Furthermore, White Helmet's teams remained active on various fronts, including the ongoing removal of unexploded ordinance and remnants of war, and education efforts on these remenants. Alongside their rapid earthquake response, White Helmets volunteers continued to provide services in Women and Family Health centers, conducting camp tours, and firefighting operations that tackled numerous challenging agricultural and forest fires. Moreover, the teams persisted in their awareness initiatives, covering topics like war remnants, fire hazards, technology-related risks, and diseases. Notably, we've collaborated with organizations like MENTOR Initiative to launch preventive campaigns against leishmaniasis.

The realization of all this would have remained unattainable if it weren't for the unwavering support of Syrian civilians towards the endeavors of The White Helmets. Their support, spanning from the initial search and rescue operations to the subsequent phases, has been pivotal. Equally significant are the nations that have stood behind and supported the White Helmets as well as the victims of both the earthquake and the protracted war.

Despite the efforts of our teams to serve the Syrian people and improve the infrastructure, this does not negate the difficult reality that Syria continues to endure. The major catastrophe that shook the lives and hopes of Syrians occurred over 12 years ago by the Assad regime and its allies. The February earthquake only worsened the suffering of Syrians and left a destruction whose traces will not be erased in the near future.

The road ahead is long, and the work is ongoing. Over two million internally displaced people are a result of the war, and 200,000 earthquake victims are now homeless, waiting to return to homes that shield them from the cold of winter and the heat of summer.
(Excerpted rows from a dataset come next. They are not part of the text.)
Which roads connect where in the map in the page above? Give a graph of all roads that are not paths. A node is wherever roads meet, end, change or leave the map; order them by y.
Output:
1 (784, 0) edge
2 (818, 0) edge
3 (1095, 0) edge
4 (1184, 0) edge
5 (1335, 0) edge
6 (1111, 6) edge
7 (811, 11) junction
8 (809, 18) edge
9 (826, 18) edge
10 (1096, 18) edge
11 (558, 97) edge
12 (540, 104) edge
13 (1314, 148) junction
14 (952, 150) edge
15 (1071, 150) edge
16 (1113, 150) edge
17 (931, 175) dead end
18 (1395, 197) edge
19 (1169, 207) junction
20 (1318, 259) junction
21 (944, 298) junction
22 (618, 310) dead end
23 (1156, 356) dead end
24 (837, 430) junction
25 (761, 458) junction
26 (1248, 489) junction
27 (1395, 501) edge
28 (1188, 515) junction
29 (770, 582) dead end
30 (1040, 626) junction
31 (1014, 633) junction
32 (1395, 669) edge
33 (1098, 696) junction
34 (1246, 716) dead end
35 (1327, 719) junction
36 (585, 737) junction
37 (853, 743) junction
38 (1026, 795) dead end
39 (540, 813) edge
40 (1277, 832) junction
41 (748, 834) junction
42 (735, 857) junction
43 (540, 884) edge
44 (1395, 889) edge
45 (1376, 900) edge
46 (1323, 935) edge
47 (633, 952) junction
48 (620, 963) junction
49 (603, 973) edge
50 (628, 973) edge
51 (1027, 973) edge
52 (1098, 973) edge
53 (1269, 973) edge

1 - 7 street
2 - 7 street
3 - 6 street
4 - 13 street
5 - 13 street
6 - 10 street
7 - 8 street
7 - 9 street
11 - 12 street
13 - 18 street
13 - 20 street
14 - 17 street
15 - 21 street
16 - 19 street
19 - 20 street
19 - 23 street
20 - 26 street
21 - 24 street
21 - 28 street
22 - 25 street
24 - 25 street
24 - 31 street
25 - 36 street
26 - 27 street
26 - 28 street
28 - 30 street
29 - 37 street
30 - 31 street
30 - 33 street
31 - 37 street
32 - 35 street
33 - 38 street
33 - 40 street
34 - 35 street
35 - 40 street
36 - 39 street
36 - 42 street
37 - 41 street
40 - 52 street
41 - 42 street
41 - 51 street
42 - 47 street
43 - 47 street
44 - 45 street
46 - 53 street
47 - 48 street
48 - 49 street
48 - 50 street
Dealing with the long-term effects of the earthquake will not be easy. Syria has been under rubble not just due to the earthquake, but for the past twelve years. The international community must stand by the afflicted and not allow them to face death once again. This can only be achieved by achieving justice and implementing UN Security Council Resolution 2254, which paves the way for a political solution and accountability for those responsible for the Syrian tragedy. It also enables forcibly displaced individuals to return to their homes and properties. Only then can recovery and rebuilding take place anew.